In a series of alarming posts on a prominent dark web forum, a threat actor has advertised stolen databases from two major Indonesian digital platforms, offering sensitive user data for sale. The breaches, which occurred in September 2024, involve Kreen, a digital event promotion platform, and KMNC, a healthcare management application designed to transform prenatal care.
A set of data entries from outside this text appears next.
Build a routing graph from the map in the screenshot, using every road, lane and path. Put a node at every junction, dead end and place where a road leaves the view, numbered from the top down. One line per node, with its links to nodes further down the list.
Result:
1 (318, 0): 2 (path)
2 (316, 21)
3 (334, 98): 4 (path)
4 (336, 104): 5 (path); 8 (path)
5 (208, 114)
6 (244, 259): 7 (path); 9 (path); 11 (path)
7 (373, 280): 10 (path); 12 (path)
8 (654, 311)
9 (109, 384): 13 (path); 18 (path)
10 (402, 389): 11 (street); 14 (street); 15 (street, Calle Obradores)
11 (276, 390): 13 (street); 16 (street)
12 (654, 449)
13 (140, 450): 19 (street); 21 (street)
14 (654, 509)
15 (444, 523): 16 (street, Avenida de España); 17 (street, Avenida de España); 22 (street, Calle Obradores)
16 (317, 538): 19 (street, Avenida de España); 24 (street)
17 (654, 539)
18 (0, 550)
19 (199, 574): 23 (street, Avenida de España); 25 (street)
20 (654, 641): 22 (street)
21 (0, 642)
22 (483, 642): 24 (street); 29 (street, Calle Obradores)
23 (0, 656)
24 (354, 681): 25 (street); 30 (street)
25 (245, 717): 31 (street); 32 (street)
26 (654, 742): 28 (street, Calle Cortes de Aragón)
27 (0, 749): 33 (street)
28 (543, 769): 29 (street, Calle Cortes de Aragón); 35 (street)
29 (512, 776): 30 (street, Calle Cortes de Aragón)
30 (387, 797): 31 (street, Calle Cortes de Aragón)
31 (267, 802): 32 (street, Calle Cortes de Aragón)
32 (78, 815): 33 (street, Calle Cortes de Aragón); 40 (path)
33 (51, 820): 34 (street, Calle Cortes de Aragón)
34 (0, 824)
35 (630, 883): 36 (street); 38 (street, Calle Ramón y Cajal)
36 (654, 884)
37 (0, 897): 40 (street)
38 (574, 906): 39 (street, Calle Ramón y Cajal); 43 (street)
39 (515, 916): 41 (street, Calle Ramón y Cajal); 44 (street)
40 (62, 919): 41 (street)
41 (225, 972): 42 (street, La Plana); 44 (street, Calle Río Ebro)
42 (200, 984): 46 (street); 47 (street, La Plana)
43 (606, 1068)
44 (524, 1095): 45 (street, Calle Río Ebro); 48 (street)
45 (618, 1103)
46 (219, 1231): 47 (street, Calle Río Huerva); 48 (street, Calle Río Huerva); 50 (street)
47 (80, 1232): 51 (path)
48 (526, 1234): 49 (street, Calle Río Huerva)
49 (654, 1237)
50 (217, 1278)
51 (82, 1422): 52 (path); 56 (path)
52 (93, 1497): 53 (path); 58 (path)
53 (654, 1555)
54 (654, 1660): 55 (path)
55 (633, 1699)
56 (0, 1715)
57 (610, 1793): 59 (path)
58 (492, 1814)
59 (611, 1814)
The threat actor is selling both datasets for $50 per copy, accepting only the cryptocurrency Monero (XMR) as payment. The seller has also offered to use an escrow service, providing additional assurance to potential buyers.
Kreen Breach
The Kreen application is a digital platform facilitating event promotion across various categories. It allows users to access information about events relevant to Indonesians both locally and abroad. According to the breach details shared by the threat actor, the stolen database contains:
- 205,717 event orders
- 86,792 individual orders
- 63,230 user records
According to the seller data also includes identifying information such as names, email addresses, phone numbers, and event order details.
KMNC Breach
KMNC, a healthcare management platform aimed at improving prenatal care, was also compromised in September 2024. The platform, which stores sensitive medical information, had its database breached, containing personal and medical details for 27,180 patients. The leaked data includes:
- Names, national identification numbers (NIK)
- Medical records, phone numbers
- Addresses, birth dates, and more.
According to the post detailed medical records and demographic data, extending to both patients and their family members were allegedly breached.
The threat actor has made both datasets available for purchase and can be contacted through Tox or the dark web forum where the post was initially shared.